*** Opening of Provided records ***
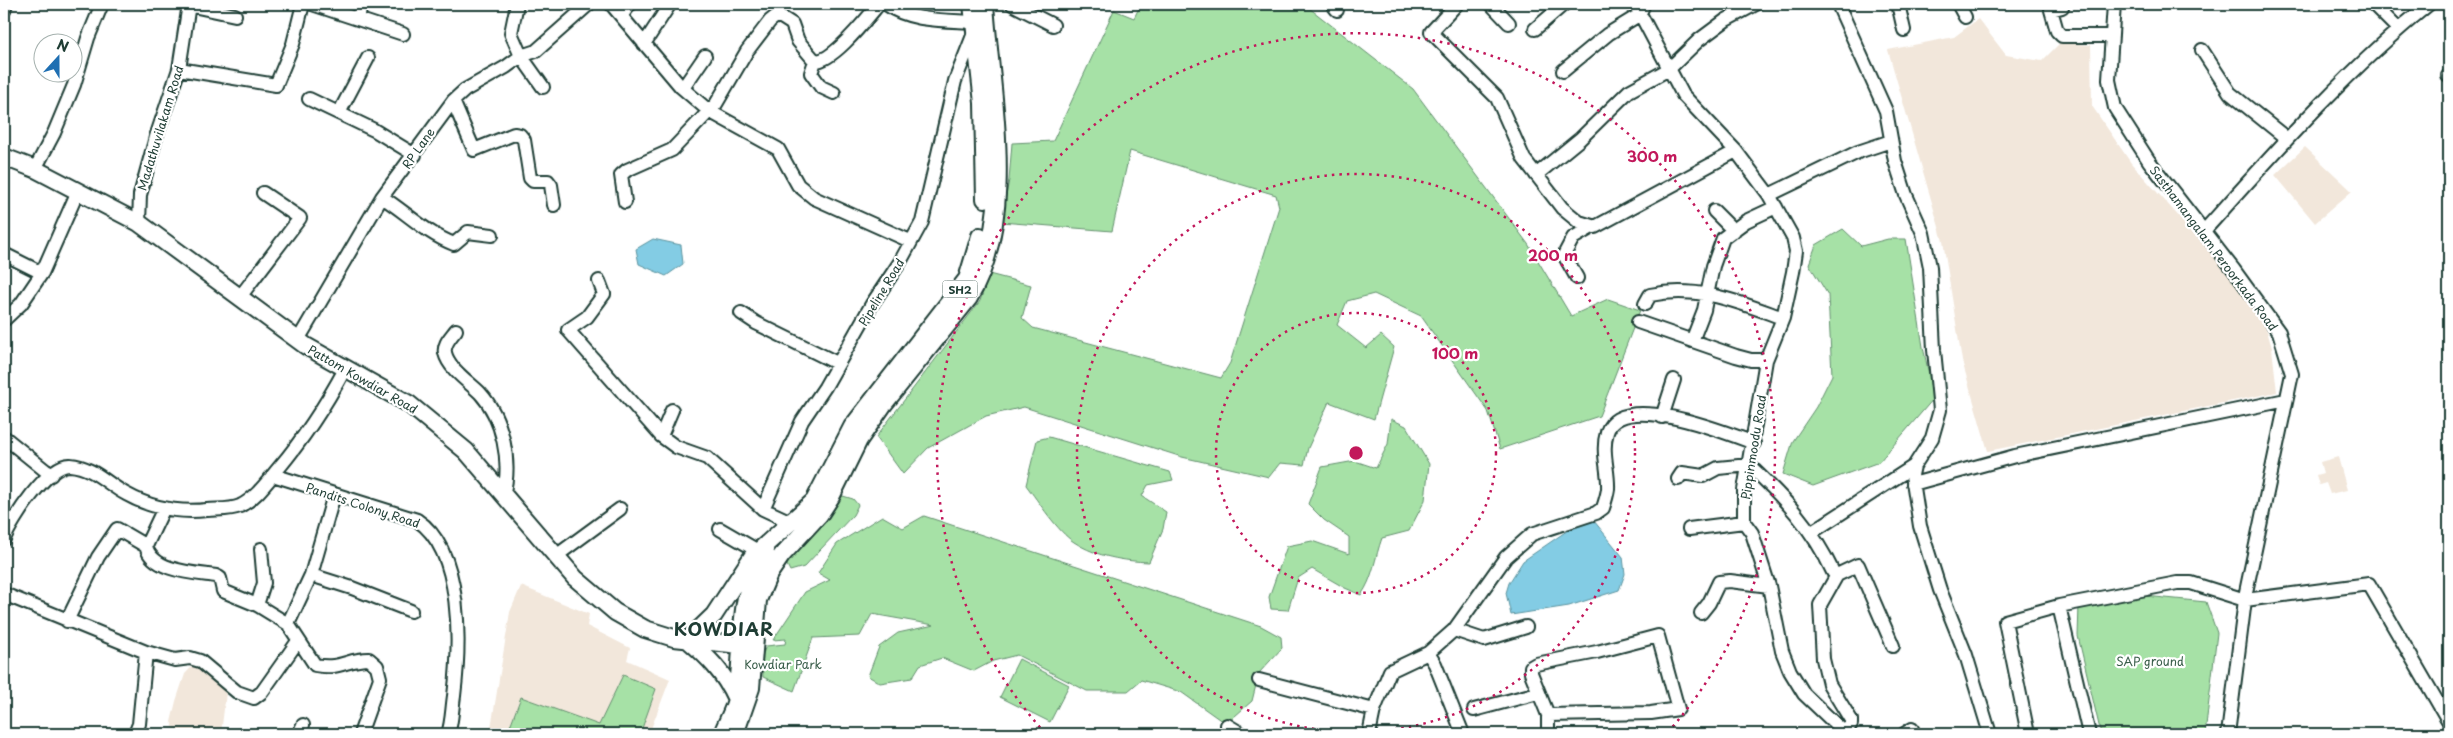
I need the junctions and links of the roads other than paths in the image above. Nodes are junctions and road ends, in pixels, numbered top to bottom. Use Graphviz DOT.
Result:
graph roads {
  1 [pos="6,4"];
  2 [pos="102,4"];
  3 [pos="188,4"];
  4 [pos="303,4"];
  5 [pos="312,4"];
  6 [pos="361,4"];
  7 [pos="517,4"];
  8 [pos="588,4"];
  9 [pos="612,4"];
  10 [pos="630,4"];
  11 [pos="670,4"];
  12 [pos="878,4"];
  13 [pos="886,4"];
  14 [pos="972,4"];
  15 [pos="985,4"];
  16 [pos="1012,4"];
  17 [pos="1457,4"];
  18 [pos="1491,4"];
  19 [pos="1564,4"];
  20 [pos="1756,4"];
  21 [pos="1840,4"];
  22 [pos="1898,4"];
  23 [pos="1958,4"];
  24 [pos="2114,4"];
  25 [pos="2373,4"];
  26 [pos="2429,4"];
  27 [pos="1639,7"];
  28 [pos="2062,7"];
  29 [pos="4,10"];
  30 [pos="236,15"];
  31 [pos="622,15"];
  32 [pos="1965,16"];
  33 [pos="358,19"];
  34 [pos="1508,23"];
  35 [pos="1053,25"];
  36 [pos="1535,29"];
  37 [pos="2398,29"];
  38 [pos="978,30"];
  39 [pos="1904,30"];
  40 [pos="403,34"];
  41 [pos="2112,36"];
  42 [pos="644,44"];
  43 [pos="2202,50"];
  44 [pos="521,56"];
  45 [pos="705,56"];
  46 [pos="368,58"];
  47 [pos="815,61"];
  48 [pos="179,69"];
  49 [pos="1669,69"];
  50 [pos="1563,71"];
  51 [pos="543,87"];
  52 [pos="683,88"];
  53 [pos="834,93"];
  54 [pos="309,98"];
  55 [pos="453,101"];
  56 [pos="709,111"];
  57 [pos="339,113"];
  58 [pos="2286,138"];
  59 [pos="1891,141"];
  60 [pos="1736,150"];
  61 [pos="415,155"];
  62 [pos="4,157"];
  63 [pos="35,169"];
  64 [pos="1536,175"];
  65 [pos="78,191"];
  66 [pos="263,193"];
  67 [pos="1769,195"];
  68 [pos="382,197"];
  69 [pos="625,202"];
  70 [pos="554,205"];
  71 [pos="1776,207"];
  72 [pos="1714,211"];
  73 [pos="140,223"];
  74 [pos="1592,227"];
  75 [pos="1734,231"];
  76 [pos="2204,231"];
  77 [pos="492,235"];
  78 [pos="910,241"];
  79 [pos="4,254"];
  80 [pos="42,272"];
  81 [pos="1577,278"];
  82 [pos="599,281"];
  83 [pos="1709,294"];
  84 [pos="239,298"];
  85 [pos="1645,304"];
  86 [pos="741,313"];
  87 [pos="1783,318"];
  88 [pos="4,320"];
  89 [pos="1638,322"];
  90 [pos="456,330"];
  91 [pos="298,340"];
  92 [pos="1692,341"];
  93 [pos="1766,360"];
  94 [pos="837,363"];
  95 [pos="345,369"];
  96 [pos="1674,380"];
  97 [pos="2286,400"];
  98 [pos="672,410"];
  99 [pos="1662,417"];
  100 [pos="661,436"];
  101 [pos="4,437"];
  102 [pos="1754,443"];
  103 [pos="1749,464"];
  104 [pos="1914,466"];
  105 [pos="51,475"];
  106 [pos="273,475"];
  107 [pos="1678,479"];
  108 [pos="1913,484"];
  109 [pos="334,495"];
  110 [pos="503,495"];
  111 [pos="164,508"];
  112 [pos="620,509"];
  113 [pos="763,510"];
  114 [pos="791,522"];
  115 [pos="1744,522"];
  116 [pos="720,529"];
  117 [pos="1689,529"];
  118 [pos="1812,532"];
  119 [pos="6,534"];
  120 [pos="146,546"];
  121 [pos="261,549"];
  122 [pos="758,551"];
  123 [pos="556,556"];
  124 [pos="311,575"];
  125 [pos="1837,575"];
  126 [pos="1769,586"];
  127 [pos="4,594"];
  128 [pos="726,597"];
  129 [pos="2245,600"];
  130 [pos="256,605"];
  131 [pos="2059,606"];
  132 [pos="411,611"];
  133 [pos="1701,613"];
  134 [pos="67,621"];
  135 [pos="288,624"];
  136 [pos="1526,627"];
  137 [pos="1454,630"];
  138 [pos="688,640"];
  139 [pos="298,641"];
  140 [pos="747,644"];
  141 [pos="1893,646"];
  142 [pos="146,652"];
  143 [pos="1428,652"];
  144 [pos="1260,680"];
  145 [pos="1538,693"];
  146 [pos="736,700"];
  147 [pos="1374,710"];
  148 [pos="1474,710"];
  149 [pos="1548,715"];
  150 [pos="2449,722"];
  151 [pos="1227,725"];
  152 [pos="1846,733"];
  153 [pos="135,734"];
  154 [pos="360,734"];
  155 [pos="448,734"];
  156 [pos="722,734"];
  157 [pos="735,734"];
  158 [pos="1242,734"];
  159 [pos="1369,734"];
  160 [pos="1463,734"];
  161 [pos="1548,734"];
  162 [pos="1990,734"];
  163 [pos="2028,734"];
  164 [pos="2090,734"];
  165 [pos="2228,734"];
  1 -- 29 [label="street"];
  2 -- 63 [label="street"];
  3 -- 30 [label="street"];
  3 -- 48 [label="street, Madathuvilakam Road"];
  4 -- 48 [label="street"];
  5 -- 33 [label="street"];
  6 -- 33 [label="street"];
  7 -- 44 [label="street"];
  8 -- 44 [label="street, RP Lane"];
  9 -- 31 [label="street"];
  10 -- 31 [label="street"];
  11 -- 42 [label="street"];
  12 -- 47 [label="street"];
  13 -- 38 [label="street"];
  14 -- 38 [label="main road, SH2"];
  15 -- 38 [label="main road"];
  16 -- 35 [label="street"];
  17 -- 64 [label="street"];
  18 -- 34 [label="street"];
  19 -- 36 [label="street"];
  20 -- 49 [label="street"];
  21 -- 59 [label="street"];
  22 -- 39 [label="street"];
  23 -- 32 [label="street"];
  24 -- 41 [label="street, Sasthamangalam Peroorkada Road"];
  25 -- 37 [label="street"];
  26 -- 37 [label="street"];
  27 -- 49 [label="street, Pippinmoodu Road"];
  27 -- 50 [label="street"];
  28 -- 41 [label="street"];
  31 -- 42 [label="street"];
  33 -- 40 [label="street"];
  37 -- 58 [label="street"];
  38 -- 78 [label="street, Pipeline Road"];
  38 -- 114 [label="main road, SH2"];
  38 -- 140 [label="main road"];
  41 -- 76 [label="street, Sasthamangalam Peroorkada Road"];
  42 -- 52 [label="street"];
  43 -- 58 [label="street"];
  44 -- 51 [label="street"];
  44 -- 55 [label="street, RP Lane"];
  45 -- 52 [label="street"];
  46 -- 57 [label="street"];
  47 -- 53 [label="street"];
  47 -- 56 [label="street"];
  48 -- 73 [label="street, Madathuvilakam Road"];
  49 -- 60 [label="street, Pippinmoodu Road"];
  49 -- 64 [label="street"];
  52 -- 56 [label="street"];
  54 -- 57 [label="street"];
  55 -- 61 [label="street, RP Lane"];
  55 -- 70 [label="street"];
  56 -- 69 [label="street"];
  56 -- 78 [label="street"];
  57 -- 61 [label="street"];
  58 -- 76 [label="street"];
  59 -- 67 [label="street"];
  59 -- 104 [label="street"];
  60 -- 67 [label="street, Pippinmoodu Road"];
  60 -- 74 [label="street"];
  61 -- 68 [label="street, RP Lane"];
  62 -- 63 [label="main road, Pattom Kowdiar Road"];
  63 -- 65 [label="main road, Pattom Kowdiar Road"];
  64 -- 74 [label="street"];
  65 -- 73 [label="main road, Pattom Kowdiar Road"];
  65 -- 80 [label="street"];
  66 -- 84 [label="street"];
  67 -- 71 [label="street, Pippinmoodu Road"];
  68 -- 77 [label="street"];
  68 -- 91 [label="street, RP Lane"];
  71 -- 75 [label="street"];
  71 -- 87 [label="street, Pippinmoodu Road"];
  72 -- 75 [label="street"];
  73 -- 84 [label="main road, Pattom Kowdiar Road"];
  74 -- 81 [label="street"];
  75 -- 83 [label="street"];
  76 -- 97 [label="street, Sasthamangalam Peroorkada Road"];
  78 -- 94 [label="street, Pipeline Road"];
  79 -- 80 [label="street"];
  80 -- 88 [label="street"];
  82 -- 100 [label="street"];
  83 -- 85 [label="street"];
  83 -- 87 [label="street"];
  83 -- 92 [label="street"];
  84 -- 91 [label="main road, Pattom Kowdiar Road"];
  86 -- 94 [label="street"];
  87 -- 93 [label="street, Pippinmoodu Road"];
  89 -- 92 [label="street"];
  90 -- 110 [label="street"];
  91 -- 95 [label="main road, Pattom Kowdiar Road"];
  92 -- 93 [label="street"];
  93 -- 102 [label="street, Pippinmoodu Road"];
  94 -- 113 [label="street, Pipeline Road"];
  95 -- 106 [label="street"];
  95 -- 110 [label="main road, Pattom Kowdiar Road"];
  96 -- 99 [label="street"];
  97 -- 108 [label="street"];
  97 -- 129 [label="street, Sasthamangalam Peroorkada Road"];
  98 -- 100 [label="street"];
  99 -- 102 [label="street"];
  99 -- 137 [label="street"];
  100 -- 113 [label="street"];
  101 -- 105 [label="street"];
  102 -- 103 [label="street, Pippinmoodu Road"];
  103 -- 107 [label="street"];
  103 -- 115 [label="street, Pippinmoodu Road"];
  103 -- 118 [label="street"];
  104 -- 108 [label="street"];
  104 -- 118 [label="street"];
  105 -- 111 [label="street"];
  105 -- 119 [label="street"];
  106 -- 109 [label="street, Pandits Colony Road"];
  106 -- 111 [label="street"];
  108 -- 162 [label="street"];
  109 -- 124 [label="street"];
  109 -- 155 [label="street, Pandits Colony Road"];
  110 -- 123 [label="main road, Pattom Kowdiar Road"];
  111 -- 120 [label="street"];
  112 -- 123 [label="street"];
  113 -- 114 [label="street"];
  114 -- 122 [label="main road"];
  114 -- 140 [label="main road, SH2"];
  115 -- 117 [label="street"];
  115 -- 126 [label="street, Pippinmoodu Road"];
  116 -- 122 [label="street"];
  118 -- 125 [label="street"];
  120 -- 130 [label="street"];
  120 -- 134 [label="street"];
  121 -- 130 [label="street"];
  122 -- 128 [label="main road"];
  123 -- 138 [label="main road, Pattom Kowdiar Road"];
  124 -- 132 [label="street"];
  124 -- 135 [label="street"];
  125 -- 141 [label="street"];
  125 -- 152 [label="street"];
  126 -- 133 [label="street"];
  126 -- 152 [label="street, Pippinmoodu Road"];
  127 -- 134 [label="street"];
  128 -- 138 [label="main road"];
  128 -- 140 [label="main road, SH2"];
  129 -- 131 [label="street"];
  129 -- 150 [label="street"];
  129 -- 165 [label="street, Sasthamangalam Peroorkada Road"];
  130 -- 135 [label="street"];
  131 -- 163 [label="street"];
  131 -- 164 [label="street"];
  134 -- 142 [label="street"];
  135 -- 139 [label="street"];
  136 -- 137 [label="street"];
  137 -- 143 [label="street"];
  138 -- 140 [label="main road, Pattom Kowdiar Road"];
  138 -- 146 [label="main road"];
  139 -- 142 [label="street"];
  139 -- 154 [label="street"];
  140 -- 146 [label="main road, SH2"];
  140 -- 157 [label="main road"];
  142 -- 153 [label="street"];
  143 -- 147 [label="street"];
  143 -- 160 [label="street"];
  144 -- 147 [label="street"];
  145 -- 148 [label="street"];
  145 -- 149 [label="street"];
  145 -- 149 [label="street"];
  146 -- 156 [label="main road, SH2"];
  147 -- 159 [label="street"];
  149 -- 161 [label="street"];
  151 -- 158 [label="street"];
}
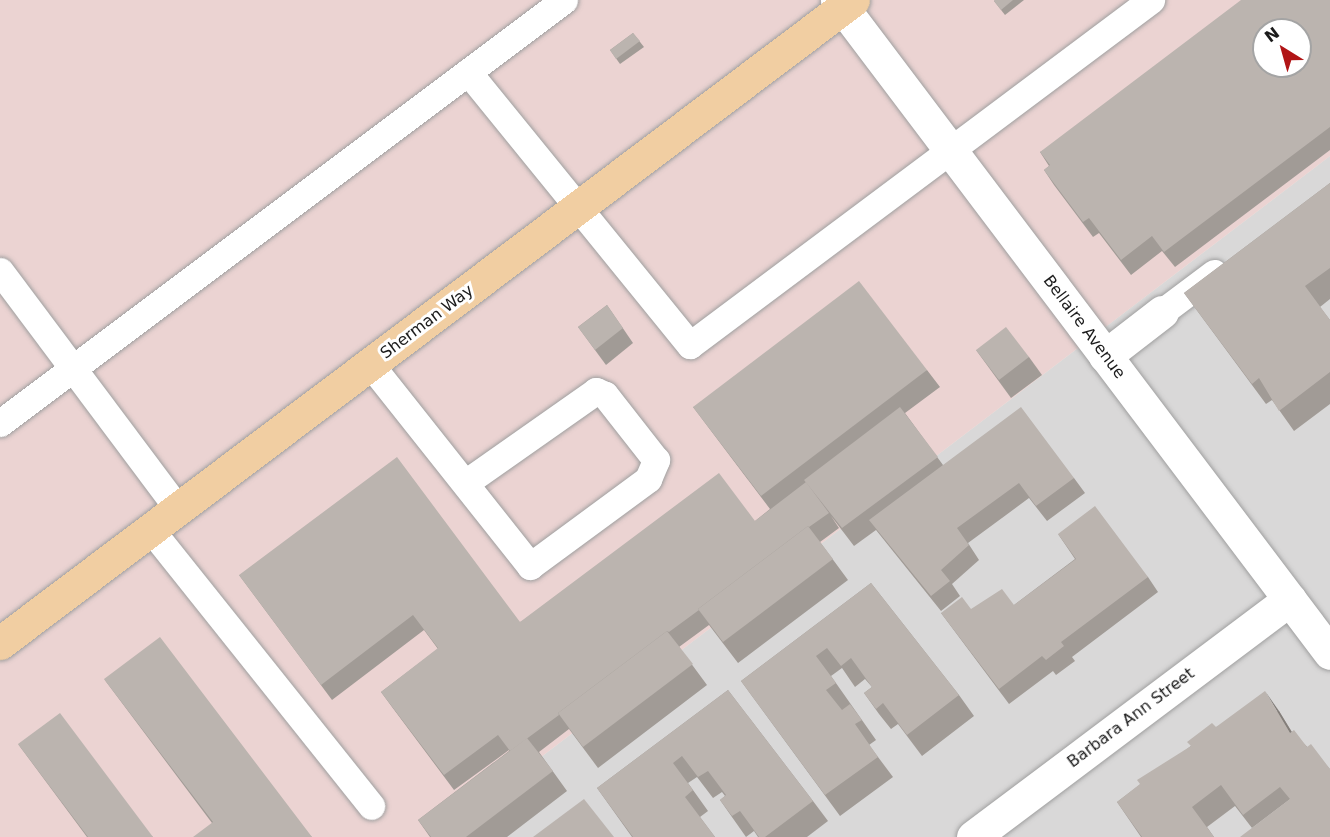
*** Close of Provided records ***
> **Goal of the exercise**
Pull every line holding "Peroorkada" out of the records.

> **Response to this task**
  24 -- 41 [label="street, Sasthamangalam Peroorkada Road"];
  41 -- 76 [label="street, Sasthamangalam Peroorkada Road"];
  76 -- 97 [label="street, Sasthamangalam Peroorkada Road"];
  97 -- 129 [label="street, Sasthamangalam Peroorkada Road"];
  129 -- 165 [label="street, Sasthamangalam Peroorkada Road"];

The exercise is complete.